EXERCISE GOAL:
Scan the entries for the word "Chacaltaya" and return every line that has it.

Records drawn from a dataset:
━━━━━━━━━━━━━━━━

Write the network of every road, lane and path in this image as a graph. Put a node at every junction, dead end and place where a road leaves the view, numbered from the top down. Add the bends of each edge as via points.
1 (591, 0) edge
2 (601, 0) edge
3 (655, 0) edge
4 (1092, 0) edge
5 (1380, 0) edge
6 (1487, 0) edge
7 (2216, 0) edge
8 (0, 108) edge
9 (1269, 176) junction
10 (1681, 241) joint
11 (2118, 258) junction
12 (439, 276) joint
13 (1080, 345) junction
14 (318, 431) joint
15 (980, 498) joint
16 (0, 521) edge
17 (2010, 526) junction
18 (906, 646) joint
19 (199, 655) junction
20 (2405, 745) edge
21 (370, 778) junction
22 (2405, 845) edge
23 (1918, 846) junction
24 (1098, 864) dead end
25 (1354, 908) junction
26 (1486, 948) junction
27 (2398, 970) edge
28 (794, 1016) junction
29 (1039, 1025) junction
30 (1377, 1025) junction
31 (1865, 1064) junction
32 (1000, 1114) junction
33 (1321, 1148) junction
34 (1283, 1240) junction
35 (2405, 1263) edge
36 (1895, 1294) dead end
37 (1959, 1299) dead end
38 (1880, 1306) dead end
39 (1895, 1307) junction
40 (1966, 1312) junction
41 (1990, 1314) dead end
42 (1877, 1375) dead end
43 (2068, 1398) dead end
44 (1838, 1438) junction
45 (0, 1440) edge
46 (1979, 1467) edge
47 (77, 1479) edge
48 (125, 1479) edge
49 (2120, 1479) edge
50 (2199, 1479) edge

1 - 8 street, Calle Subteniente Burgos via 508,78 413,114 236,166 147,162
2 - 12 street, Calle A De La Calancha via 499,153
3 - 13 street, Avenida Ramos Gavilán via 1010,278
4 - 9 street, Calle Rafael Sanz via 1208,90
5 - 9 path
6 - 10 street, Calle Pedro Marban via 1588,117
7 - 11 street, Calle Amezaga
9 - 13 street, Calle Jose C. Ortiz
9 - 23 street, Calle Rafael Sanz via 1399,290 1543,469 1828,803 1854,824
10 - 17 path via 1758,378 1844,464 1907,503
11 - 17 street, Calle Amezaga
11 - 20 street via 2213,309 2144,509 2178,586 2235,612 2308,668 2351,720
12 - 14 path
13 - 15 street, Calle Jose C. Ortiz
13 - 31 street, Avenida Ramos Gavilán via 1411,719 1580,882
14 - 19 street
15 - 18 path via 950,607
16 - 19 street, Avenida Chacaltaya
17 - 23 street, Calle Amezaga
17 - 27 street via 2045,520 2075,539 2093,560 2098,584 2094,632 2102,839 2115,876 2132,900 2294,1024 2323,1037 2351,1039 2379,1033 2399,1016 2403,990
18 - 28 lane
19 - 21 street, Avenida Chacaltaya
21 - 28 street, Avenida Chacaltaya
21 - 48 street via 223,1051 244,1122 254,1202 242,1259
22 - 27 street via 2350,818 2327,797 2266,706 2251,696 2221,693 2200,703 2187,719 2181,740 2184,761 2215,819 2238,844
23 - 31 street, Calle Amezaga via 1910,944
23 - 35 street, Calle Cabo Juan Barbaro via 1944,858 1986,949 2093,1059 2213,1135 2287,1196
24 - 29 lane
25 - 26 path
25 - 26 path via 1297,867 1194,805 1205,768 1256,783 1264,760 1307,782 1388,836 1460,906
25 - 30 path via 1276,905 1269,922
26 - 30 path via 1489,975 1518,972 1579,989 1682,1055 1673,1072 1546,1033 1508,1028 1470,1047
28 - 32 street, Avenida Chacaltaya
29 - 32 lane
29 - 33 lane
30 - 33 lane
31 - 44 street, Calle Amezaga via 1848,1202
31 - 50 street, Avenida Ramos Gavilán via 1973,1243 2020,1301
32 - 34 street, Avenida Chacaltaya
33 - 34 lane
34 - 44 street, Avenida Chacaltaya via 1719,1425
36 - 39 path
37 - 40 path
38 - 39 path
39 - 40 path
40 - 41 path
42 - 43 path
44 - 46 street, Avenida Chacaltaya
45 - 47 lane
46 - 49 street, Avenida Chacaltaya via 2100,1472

━━━━━━━━━━━━━━━━

FINISHED TASK:
16 - 19 street, Avenida Chacaltaya
19 - 21 street, Avenida Chacaltaya
21 - 28 street, Avenida Chacaltaya
28 - 32 street, Avenida Chacaltaya
32 - 34 street, Avenida Chacaltaya
34 - 44 street, Avenida Chacaltaya via 1719,1425
44 - 46 street, Avenida Chacaltaya
46 - 49 street, Avenida Chacaltaya via 2100,1472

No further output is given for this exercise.